This is the documentation for CDH 4.6.0.
Documentation for other versions is available at Cloudera Documentation.

HDFS High Availability Administration

HA Administration using the haadmin command

Now that your HA NameNodes are configured and started, you will have access to some additional commands to administer your HA HDFS cluster. Specifically, you should familiarize yourself with the subcommands of the hdfs haadmin command.

This page describes high-level uses of some important subcommands. For specific usage information of each subcommand, you should run hdfs haadmin -help <command>.

failover - initiate a failover between two NameNodes

This subcommand causes a failover from the first provided NameNode to the second.
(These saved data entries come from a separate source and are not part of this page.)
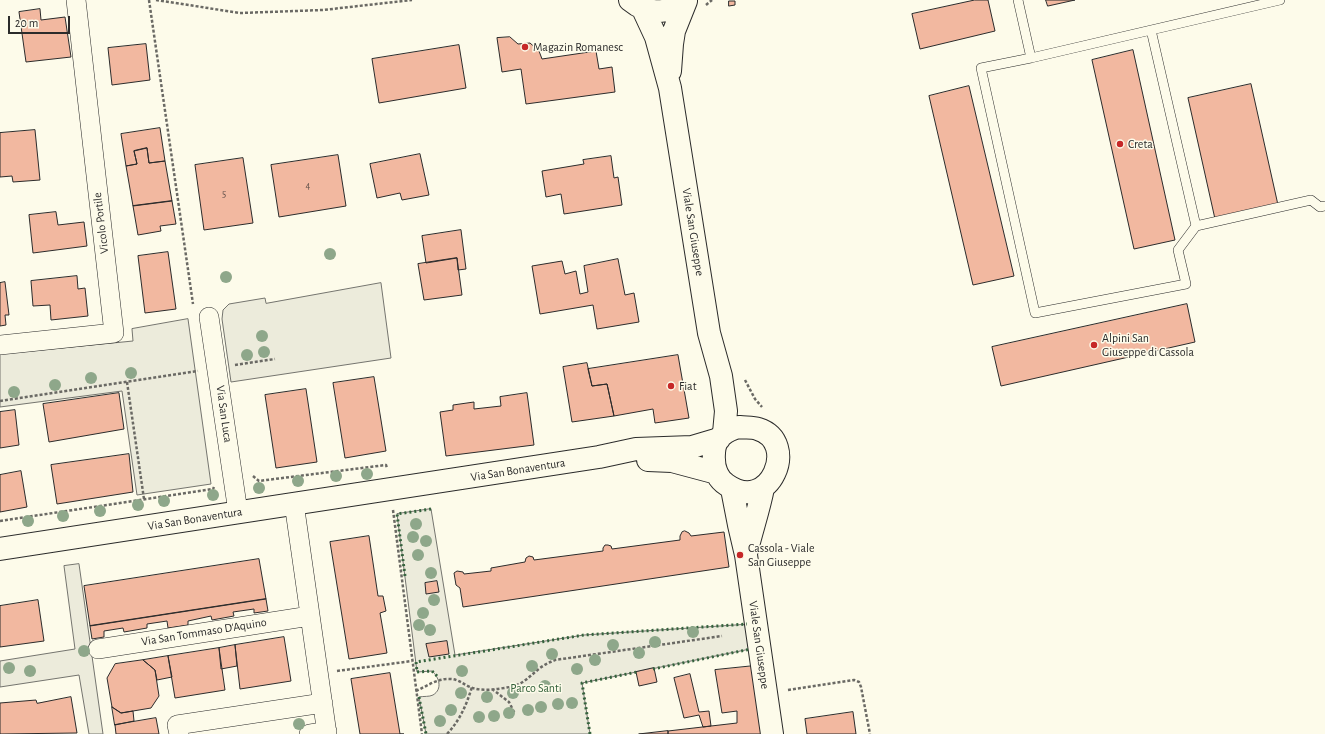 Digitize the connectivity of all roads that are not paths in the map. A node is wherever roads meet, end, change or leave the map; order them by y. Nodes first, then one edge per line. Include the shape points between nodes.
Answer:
1 (76, 0) edge
2 (686, 0) edge
3 (1018, 0) edge
4 (1280, 0) edge
5 (637, 5) edge
6 (1151, 30) junction
7 (1031, 58) junction
8 (670, 88) junction
9 (1325, 206) edge
10 (1196, 226) junction
11 (201, 312) road end
12 (0, 345) edge
13 (721, 376) junction
14 (751, 428) junction
15 (721, 436) junction
16 (599, 457) junction
17 (717, 474) junction
18 (763, 488) junction
19 (732, 489) junction
20 (294, 503) junction
21 (238, 512) junction
22 (0, 549) edge
23 (746, 555) junction
24 (310, 616) junction
25 (98, 649) dead end
26 (323, 703) junction
27 (321, 733) edge
28 (179, 734) edge
29 (772, 734) edge

1 - 12 street, Vicolo Portile via 114,333
2 - 5 main road via 660,12
2 - 8 main road, Viale San Giuseppe via 673,38
3 - 7 lane
4 - 6 lane
5 - 8 main road, Viale San Giuseppe via 656,37
6 - 7 lane
6 - 10 lane
7 - 10 lane via 981,68 1035,313 1186,284 1178,250
8 - 13 main road, Viale San Giuseppe via 709,333
9 - 10 lane via 1320,207 1311,200
11 - 21 street, Via San Luca
13 - 14 main road, Viale San Giuseppe
13 - 15 main road, Viale San Giuseppe via 726,411
14 - 15 main road, Viale San Giuseppe via 731,429
14 - 18 main road, Viale San Giuseppe via 766,433 777,446 778,464 769,483
15 - 16 main road, Via San Bonaventura via 692,447 636,450
15 - 17 main road, Viale San Giuseppe via 714,450 713,461
16 - 17 main road, Via San Bonaventura via 672,461
16 - 20 main road, Via San Bonaventura
17 - 19 main road
18 - 19 main road via 751,492
18 - 23 main road, Viale San Giuseppe
19 - 23 main road, Viale San Giuseppe
20 - 21 main road, Via San Bonaventura
20 - 24 street
21 - 22 main road, Via San Bonaventura
23 - 29 main road, Viale San Giuseppe
24 - 25 street, Via San Tommaso D'Aquino
24 - 26 street
26 - 27 street
26 - 28 street via 177,725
If the first NameNode is in the Standby state, this command simply transitions the second to the Active state without error. If the first NameNode is in the Active state, an attempt will be made to gracefully transition it to the Standby state. If this fails, the fencing methods (as configured by dfs.ha.fencing.methods) will be attempted in order until one of the methods succeeds. Only after this process will the second NameNode be transitioned to the Active state. If no fencing method succeeds, the second NameNode will not be transitioned to the Active state, and an error will be returned.

getServiceState

getServiceState - determine whether the given NameNode is Active or Standby

Connect to the provided NameNode to determine its current state, printing either "standby" or "active" to STDOUT appropriately. This subcommand might be used by cron jobs or monitoring scripts which need to behave differently based on whether the NameNode is currently Active or Standby.

checkHealth

checkHealth - check the health of the given NameNode

Connect to the provided NameNode to check its health. The NameNode is capable of performing some diagnostics on itself, including checking if internal services are running as expected. This command will return 0 if the NameNode is healthy, non-zero otherwise. One might use this command for monitoring purposes.

  Note:

The checkHealth command is not yet implemented, and at present will always return success, unless the given NameNode is completely down.

Using the dfsadmin command when HA is enabled

When you use the dfsadmin command with HA enabled, you should use the -fs option to specify a particular NameNode using the RPC address, or service RPC address, of the NameNode. Not all operations are permitted on a standby NameNode. If the specific NameNode is left unspecified, only the operations to set quotas (-setQuota, -clrQuota, -setSpaceQuota, -clrSpaceQuota), report basic file system information (-report), and check upgrade progress (-upgradeProgress) will failover and perform the requested operation on the active NameNode. The "refresh" options (-refreshNodes, -refreshServiceAcl, -refreshUserToGroupsMappings, and -refreshSuperUserGroupsConfiguration) must be run on both the active and standby NameNodes.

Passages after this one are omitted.